She ducked in to Marks office as quick as she could. She shut the door quietly behind her and waited for the heavy footsteps to pass before sighing with relief.

"I was just coming to get you, you'll never believe this!"

Maggie almost screamed out loud.

"Shesh Mark don't do that." She grabbed her chest trying to slow her heartbeat by mere force of will. Mark was standing on the other side of the lab in his standard white lab coat and pop bottle glasses. Today he was wearing a large smile that was almost boyish in its size. His tie was crooked and his socks didn't match, he was a typical genius.

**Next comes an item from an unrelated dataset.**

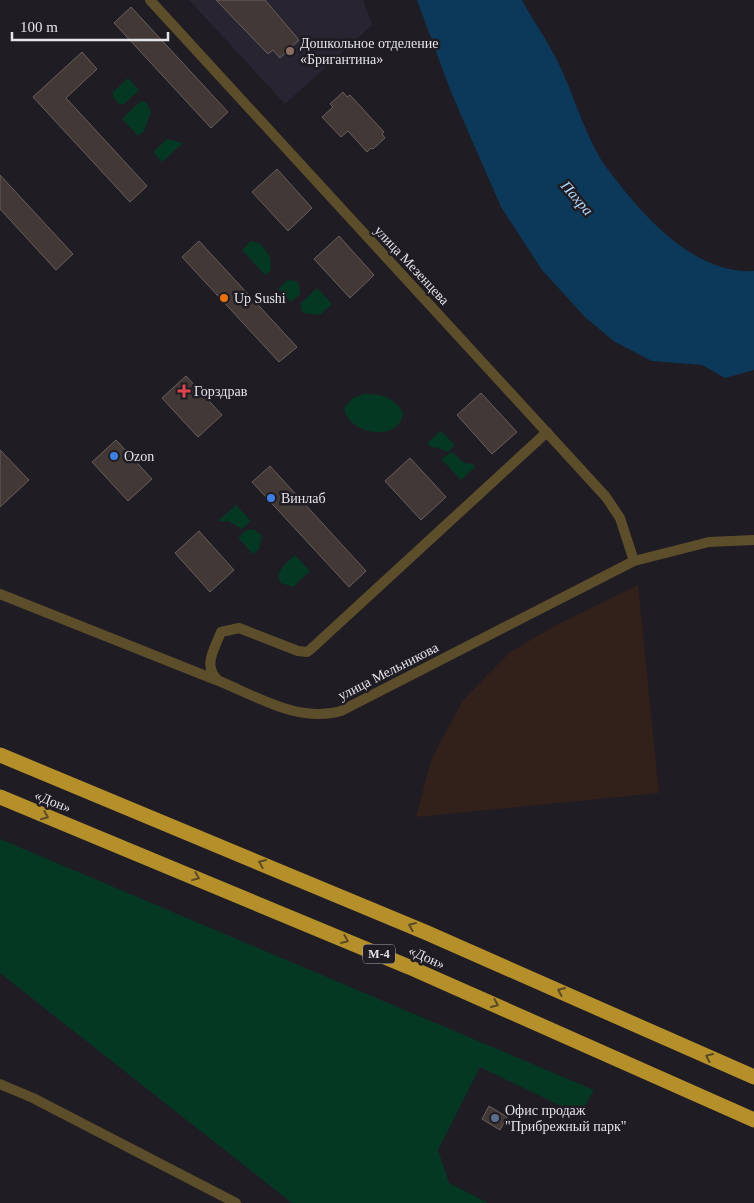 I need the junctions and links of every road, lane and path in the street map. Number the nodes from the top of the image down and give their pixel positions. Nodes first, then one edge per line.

"Your never gunna believe this Maggie, never, never." He was staring down at some notes now reading them again and again as if they were about to spontaneously combust and he had to memorize them as soon as possible.

"Well what is it." She finally said, growing a bit impatient. She had work of her own to get to. She was going to develop an engine that allowed people to travel faster then light, it involved warping space-time; it was in its final stages. Oh who was she kidding at the rate she was going, her children would have to finish it for her. Not that she had children; she couldn't even find time to date. But that was beside the point.

Mark was scratching his head and wandering aimlessly around the lab looking for something or another, it was a common sight around these parts, one of the prices paid for genius.

" I found a window Mag, a window."

Maggie looked at him puzzled for a moment.

"A window?" she asked, testing the water.

"Exactly." He exclaimed looking up from his shuffle of paperwork long enough to smile at her before resuming his search.

"I'm sorry mark I don't understand. There are window everywhere, this is not a new discovery." Maybe someone had finally pushed the poor guy over the edge.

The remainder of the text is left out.